Scan the records below and copy every line that contains the string "lane".
===============
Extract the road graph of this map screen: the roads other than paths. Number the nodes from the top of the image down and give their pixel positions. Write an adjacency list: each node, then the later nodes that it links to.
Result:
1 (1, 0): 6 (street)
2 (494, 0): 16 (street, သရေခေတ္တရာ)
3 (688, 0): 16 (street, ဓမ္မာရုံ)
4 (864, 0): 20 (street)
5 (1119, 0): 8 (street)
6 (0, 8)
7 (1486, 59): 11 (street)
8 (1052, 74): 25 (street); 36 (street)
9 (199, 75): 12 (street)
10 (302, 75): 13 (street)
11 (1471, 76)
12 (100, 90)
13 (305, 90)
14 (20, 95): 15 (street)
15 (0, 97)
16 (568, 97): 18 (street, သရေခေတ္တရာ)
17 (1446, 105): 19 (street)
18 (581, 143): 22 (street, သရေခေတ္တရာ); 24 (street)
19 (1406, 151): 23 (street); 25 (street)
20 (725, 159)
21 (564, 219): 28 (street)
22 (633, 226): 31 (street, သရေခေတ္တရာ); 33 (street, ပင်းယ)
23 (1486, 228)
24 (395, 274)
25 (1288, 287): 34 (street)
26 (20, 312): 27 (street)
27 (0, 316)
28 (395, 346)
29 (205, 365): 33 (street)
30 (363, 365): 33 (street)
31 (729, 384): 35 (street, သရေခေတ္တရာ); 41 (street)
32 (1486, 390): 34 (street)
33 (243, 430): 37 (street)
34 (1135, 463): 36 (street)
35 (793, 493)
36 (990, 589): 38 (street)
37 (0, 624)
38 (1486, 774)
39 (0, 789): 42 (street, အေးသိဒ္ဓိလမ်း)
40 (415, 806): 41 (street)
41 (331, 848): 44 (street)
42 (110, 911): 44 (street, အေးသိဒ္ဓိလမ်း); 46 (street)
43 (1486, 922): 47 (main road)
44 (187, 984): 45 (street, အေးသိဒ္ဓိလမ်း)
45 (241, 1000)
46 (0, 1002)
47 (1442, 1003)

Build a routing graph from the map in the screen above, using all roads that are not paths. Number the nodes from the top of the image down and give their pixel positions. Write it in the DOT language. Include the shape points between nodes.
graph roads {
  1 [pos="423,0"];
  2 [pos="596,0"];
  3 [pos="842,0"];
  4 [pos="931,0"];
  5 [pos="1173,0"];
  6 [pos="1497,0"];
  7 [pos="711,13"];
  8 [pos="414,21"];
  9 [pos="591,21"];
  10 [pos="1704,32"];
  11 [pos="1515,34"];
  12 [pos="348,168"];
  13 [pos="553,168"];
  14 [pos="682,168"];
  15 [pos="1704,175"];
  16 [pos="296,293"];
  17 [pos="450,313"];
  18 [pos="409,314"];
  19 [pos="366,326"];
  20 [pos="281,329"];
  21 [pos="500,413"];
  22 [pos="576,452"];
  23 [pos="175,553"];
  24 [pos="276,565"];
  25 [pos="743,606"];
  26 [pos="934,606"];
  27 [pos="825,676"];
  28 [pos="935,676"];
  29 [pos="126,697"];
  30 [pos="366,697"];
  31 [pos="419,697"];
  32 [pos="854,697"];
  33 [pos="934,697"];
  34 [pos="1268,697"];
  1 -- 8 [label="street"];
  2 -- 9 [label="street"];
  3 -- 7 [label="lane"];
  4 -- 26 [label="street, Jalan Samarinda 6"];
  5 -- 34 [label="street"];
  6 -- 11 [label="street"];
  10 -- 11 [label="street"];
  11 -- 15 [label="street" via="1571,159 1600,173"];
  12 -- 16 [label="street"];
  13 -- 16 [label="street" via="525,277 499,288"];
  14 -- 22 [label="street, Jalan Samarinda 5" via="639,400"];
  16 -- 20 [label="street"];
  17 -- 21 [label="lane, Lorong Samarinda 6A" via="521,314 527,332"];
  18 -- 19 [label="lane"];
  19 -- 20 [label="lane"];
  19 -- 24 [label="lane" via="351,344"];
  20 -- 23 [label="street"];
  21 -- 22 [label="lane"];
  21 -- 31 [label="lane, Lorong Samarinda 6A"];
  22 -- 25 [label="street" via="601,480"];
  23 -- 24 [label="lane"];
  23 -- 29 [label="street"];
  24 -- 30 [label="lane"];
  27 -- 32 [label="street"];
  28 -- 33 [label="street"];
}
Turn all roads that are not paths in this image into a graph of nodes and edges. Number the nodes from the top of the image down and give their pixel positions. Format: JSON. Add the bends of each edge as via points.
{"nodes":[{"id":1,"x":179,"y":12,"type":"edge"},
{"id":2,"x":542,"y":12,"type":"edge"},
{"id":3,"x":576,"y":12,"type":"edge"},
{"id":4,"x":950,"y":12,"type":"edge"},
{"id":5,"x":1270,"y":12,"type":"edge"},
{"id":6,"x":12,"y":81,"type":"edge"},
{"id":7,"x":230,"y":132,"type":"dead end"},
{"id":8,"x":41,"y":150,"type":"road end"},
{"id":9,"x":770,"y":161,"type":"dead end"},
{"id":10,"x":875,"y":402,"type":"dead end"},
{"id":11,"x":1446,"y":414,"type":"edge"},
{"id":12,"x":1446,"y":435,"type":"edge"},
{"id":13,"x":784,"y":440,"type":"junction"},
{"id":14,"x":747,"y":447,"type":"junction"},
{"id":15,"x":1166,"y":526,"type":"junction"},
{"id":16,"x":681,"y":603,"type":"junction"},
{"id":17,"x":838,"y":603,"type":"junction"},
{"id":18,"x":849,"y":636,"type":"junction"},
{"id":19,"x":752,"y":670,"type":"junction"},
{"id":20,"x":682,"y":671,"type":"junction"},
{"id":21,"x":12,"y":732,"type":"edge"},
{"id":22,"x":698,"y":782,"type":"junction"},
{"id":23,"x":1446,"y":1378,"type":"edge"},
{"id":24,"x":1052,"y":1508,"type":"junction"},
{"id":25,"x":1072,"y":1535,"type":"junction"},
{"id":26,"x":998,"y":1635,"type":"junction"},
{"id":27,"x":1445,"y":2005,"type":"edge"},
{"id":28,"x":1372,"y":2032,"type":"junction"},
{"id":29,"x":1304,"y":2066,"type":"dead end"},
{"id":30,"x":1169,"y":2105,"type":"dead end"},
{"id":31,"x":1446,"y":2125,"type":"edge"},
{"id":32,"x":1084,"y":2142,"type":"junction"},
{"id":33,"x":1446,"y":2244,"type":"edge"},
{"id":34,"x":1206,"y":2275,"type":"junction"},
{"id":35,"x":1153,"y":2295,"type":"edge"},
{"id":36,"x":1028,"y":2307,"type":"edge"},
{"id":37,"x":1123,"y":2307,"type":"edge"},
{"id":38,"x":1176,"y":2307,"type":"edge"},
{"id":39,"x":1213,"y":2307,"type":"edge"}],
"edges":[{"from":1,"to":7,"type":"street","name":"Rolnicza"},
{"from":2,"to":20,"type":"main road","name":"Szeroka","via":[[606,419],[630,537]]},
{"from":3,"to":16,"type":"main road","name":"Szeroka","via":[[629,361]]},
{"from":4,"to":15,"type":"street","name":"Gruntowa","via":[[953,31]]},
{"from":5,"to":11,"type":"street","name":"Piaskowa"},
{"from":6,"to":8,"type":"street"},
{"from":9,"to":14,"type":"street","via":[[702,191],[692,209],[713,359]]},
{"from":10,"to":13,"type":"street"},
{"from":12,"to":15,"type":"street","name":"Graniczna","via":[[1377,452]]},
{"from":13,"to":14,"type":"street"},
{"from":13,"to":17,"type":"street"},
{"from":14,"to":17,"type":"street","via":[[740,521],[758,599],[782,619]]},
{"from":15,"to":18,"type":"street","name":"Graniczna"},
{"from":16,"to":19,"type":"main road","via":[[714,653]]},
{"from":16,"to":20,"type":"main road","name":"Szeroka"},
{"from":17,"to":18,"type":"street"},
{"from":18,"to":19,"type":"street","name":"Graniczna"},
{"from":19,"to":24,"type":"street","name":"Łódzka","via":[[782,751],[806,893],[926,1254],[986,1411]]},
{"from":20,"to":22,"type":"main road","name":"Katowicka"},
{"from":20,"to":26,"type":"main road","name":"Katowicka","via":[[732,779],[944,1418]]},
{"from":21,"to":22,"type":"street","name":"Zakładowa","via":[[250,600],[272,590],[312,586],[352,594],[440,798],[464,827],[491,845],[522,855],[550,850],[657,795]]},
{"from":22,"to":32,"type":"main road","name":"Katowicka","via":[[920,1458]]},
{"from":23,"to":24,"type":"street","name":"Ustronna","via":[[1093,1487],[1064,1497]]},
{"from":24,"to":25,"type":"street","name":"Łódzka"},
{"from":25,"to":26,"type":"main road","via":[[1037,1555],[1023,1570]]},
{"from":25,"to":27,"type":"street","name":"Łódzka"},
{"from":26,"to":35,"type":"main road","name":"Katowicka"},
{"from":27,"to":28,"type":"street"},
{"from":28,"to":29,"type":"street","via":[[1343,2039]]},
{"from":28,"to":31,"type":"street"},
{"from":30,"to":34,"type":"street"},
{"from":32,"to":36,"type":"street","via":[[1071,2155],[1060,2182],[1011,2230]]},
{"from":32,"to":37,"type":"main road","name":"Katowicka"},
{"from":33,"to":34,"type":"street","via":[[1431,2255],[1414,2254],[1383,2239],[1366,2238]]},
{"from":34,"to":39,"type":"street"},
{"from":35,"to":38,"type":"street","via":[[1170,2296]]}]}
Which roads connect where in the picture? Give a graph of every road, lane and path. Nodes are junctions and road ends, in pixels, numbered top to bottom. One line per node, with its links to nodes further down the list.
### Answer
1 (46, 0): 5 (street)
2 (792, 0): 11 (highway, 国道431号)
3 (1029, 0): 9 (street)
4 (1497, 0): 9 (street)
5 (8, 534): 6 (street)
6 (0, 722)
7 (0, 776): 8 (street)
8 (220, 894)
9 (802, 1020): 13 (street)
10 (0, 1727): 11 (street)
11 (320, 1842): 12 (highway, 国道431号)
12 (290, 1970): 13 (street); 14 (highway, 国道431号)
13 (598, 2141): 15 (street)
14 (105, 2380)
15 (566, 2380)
===============
■ **Solution**
  3 -- 7 [label="lane"];
  17 -- 21 [label="lane, Lorong Samarinda 6A" via="521,314 527,332"];
  18 -- 19 [label="lane"];
  19 -- 20 [label="lane"];
  19 -- 24 [label="lane" via="351,344"];
  21 -- 22 [label="lane"];
  21 -- 31 [label="lane, Lorong Samarinda 6A"];
  23 -- 24 [label="lane"];
  24 -- 30 [label="lane"];
Which roads connect where in the picture? Give a graph of every road, lane and path. Nodes are junctions and road ends, in pixels, numbered top to bottom. One line per node, with its links to nodes further down the list.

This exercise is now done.